Teacher of the Month: Mr. Corso


In fourth grade, while other students envisioned becoming heroic firefighters and wealthy doctors, young Mr. Corso aspired to become a principal. He may have been influenced by his parents, who were both principals, and he ended up not too far off as one of Pascack Hills’ guidance counselors.

Corso was part of the Paramus High School Class of 2001 and accredits himself as a teenager who would do anything for a laugh. When describing himself, he depicts a “semi-smart, semi-athletic, ridiculously good looking student.”

As a four-year baseball player, the guidance counselor spent the majority of his after school time on the field. And although his job is to steer students away from it today, Corso admitted that he became quite familiar with the inside of his vice-principal’s office. “I never did anything that would land me in any sort of serious trouble,” he explained, “I was more irksome than anything else.” Corso blamed his sharp wit for usually getting him into trouble.
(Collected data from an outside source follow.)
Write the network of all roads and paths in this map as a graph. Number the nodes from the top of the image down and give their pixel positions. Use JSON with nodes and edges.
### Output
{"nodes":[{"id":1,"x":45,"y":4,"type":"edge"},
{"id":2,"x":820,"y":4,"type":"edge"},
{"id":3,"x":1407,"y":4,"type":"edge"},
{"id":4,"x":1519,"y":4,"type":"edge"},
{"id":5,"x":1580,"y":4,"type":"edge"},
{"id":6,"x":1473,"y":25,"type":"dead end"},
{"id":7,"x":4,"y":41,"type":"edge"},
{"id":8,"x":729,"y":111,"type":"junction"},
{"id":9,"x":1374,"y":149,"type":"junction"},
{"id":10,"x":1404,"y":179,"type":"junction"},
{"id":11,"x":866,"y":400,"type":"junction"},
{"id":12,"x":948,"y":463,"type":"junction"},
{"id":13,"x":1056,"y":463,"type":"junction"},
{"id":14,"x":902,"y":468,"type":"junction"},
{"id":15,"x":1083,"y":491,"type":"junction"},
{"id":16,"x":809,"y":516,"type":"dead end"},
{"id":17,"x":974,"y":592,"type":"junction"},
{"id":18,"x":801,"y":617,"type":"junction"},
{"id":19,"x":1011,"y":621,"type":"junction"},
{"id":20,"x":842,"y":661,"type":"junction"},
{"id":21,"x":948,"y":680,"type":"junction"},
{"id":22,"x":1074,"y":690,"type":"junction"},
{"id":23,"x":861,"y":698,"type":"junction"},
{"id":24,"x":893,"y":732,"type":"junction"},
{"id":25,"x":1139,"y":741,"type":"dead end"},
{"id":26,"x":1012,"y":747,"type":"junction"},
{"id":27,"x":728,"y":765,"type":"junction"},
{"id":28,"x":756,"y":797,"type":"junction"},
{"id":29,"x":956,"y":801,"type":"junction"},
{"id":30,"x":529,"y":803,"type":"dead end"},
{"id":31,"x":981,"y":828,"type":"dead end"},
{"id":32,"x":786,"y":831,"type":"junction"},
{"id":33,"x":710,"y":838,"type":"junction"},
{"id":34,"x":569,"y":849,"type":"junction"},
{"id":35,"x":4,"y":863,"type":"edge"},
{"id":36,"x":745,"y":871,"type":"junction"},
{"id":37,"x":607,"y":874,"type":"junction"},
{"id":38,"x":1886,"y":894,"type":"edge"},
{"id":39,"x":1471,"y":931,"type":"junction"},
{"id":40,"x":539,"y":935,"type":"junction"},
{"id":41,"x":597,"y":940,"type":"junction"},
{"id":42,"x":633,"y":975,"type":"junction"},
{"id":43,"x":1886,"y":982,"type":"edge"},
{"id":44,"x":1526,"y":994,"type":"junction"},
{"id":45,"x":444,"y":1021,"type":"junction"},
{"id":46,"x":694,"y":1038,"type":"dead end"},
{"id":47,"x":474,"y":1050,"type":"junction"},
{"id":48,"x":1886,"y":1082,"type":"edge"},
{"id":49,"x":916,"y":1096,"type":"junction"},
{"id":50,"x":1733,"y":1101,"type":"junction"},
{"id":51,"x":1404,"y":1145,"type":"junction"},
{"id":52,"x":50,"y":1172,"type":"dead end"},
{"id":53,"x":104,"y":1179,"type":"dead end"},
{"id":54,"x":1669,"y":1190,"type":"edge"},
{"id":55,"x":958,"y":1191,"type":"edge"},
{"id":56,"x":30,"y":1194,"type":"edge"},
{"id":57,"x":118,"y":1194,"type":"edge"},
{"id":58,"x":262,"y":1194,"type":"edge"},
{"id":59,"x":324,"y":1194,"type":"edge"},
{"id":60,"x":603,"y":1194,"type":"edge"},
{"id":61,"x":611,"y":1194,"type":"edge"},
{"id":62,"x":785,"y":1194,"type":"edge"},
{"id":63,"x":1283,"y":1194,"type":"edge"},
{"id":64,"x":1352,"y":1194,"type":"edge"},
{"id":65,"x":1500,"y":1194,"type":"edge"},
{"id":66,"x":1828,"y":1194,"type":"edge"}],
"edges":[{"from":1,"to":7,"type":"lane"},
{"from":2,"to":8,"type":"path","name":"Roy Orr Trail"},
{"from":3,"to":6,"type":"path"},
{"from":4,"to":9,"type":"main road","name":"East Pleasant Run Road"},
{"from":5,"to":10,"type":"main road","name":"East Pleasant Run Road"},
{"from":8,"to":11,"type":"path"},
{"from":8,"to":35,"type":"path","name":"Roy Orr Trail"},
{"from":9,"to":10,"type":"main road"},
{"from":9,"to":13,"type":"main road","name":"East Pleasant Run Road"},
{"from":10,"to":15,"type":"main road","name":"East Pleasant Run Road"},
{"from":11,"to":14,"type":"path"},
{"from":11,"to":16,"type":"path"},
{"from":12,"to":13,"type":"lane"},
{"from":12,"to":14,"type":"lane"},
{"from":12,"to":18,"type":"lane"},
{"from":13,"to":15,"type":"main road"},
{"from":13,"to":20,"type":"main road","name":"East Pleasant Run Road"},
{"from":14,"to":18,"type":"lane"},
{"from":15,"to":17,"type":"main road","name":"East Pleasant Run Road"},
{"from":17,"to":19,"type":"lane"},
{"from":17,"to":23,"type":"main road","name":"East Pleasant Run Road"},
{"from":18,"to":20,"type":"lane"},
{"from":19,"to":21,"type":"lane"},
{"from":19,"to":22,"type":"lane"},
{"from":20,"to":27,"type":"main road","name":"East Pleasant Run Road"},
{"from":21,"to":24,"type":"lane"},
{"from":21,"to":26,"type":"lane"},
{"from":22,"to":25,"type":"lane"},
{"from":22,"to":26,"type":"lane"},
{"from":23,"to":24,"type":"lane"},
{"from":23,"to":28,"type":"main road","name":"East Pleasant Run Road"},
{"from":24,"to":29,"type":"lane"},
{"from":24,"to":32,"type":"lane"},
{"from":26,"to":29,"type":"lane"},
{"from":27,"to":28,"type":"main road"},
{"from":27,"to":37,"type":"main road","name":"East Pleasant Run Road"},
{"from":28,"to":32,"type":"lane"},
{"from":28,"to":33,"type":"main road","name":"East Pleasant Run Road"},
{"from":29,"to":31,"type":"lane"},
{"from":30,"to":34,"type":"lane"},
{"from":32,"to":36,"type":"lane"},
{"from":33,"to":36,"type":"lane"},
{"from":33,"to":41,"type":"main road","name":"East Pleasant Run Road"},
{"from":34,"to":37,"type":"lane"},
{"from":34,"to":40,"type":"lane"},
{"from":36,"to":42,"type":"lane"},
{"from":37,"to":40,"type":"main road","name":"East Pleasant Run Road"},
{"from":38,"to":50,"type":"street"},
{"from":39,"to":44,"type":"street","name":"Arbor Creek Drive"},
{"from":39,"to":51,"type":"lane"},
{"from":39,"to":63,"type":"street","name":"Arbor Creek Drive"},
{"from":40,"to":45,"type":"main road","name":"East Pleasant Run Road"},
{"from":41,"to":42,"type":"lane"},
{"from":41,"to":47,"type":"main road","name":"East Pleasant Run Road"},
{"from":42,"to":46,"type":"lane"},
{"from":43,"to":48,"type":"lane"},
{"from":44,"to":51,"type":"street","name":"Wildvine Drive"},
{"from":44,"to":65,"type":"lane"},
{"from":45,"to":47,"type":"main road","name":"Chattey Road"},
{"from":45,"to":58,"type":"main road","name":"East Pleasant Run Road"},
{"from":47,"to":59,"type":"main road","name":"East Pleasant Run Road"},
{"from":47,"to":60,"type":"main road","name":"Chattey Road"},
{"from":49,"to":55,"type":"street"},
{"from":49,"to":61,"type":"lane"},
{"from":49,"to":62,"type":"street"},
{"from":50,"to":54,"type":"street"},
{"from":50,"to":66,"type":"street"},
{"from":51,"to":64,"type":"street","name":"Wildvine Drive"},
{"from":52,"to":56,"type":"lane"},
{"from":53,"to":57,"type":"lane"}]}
Corso’s classmates Mr. Bucco, whom Corso “has known longer than [he’d] like to admit,” and Miss Mahaffey, likely remember when he dressed up as the Cowardly Lion from the Wizard of Oz: something he did twice in front of the school for a senior fundraiser. Other classmates, however, would remember Corso in another fashion. When asked what his peers would label him as, Corso responded with, “loud, a bit of a joker,” and similar to his personal description, “ridiculously good looking.”

Corso believes the largest difference between Pascack Hills today and Paramus High School in 2001 is the communication between students. “People actually talked to each other since Facebook, Instagram and Snapchat didn’t exist,” he explained.

As a word of advice for high school students, Corso says that, “as long as you’re happy, healthy, and work hard, the rest takes care of itself.” Corso even quotes Ferris Bueller saying, “Life moves pretty fast. If you don’t stop and look around once in a while, you could miss it.”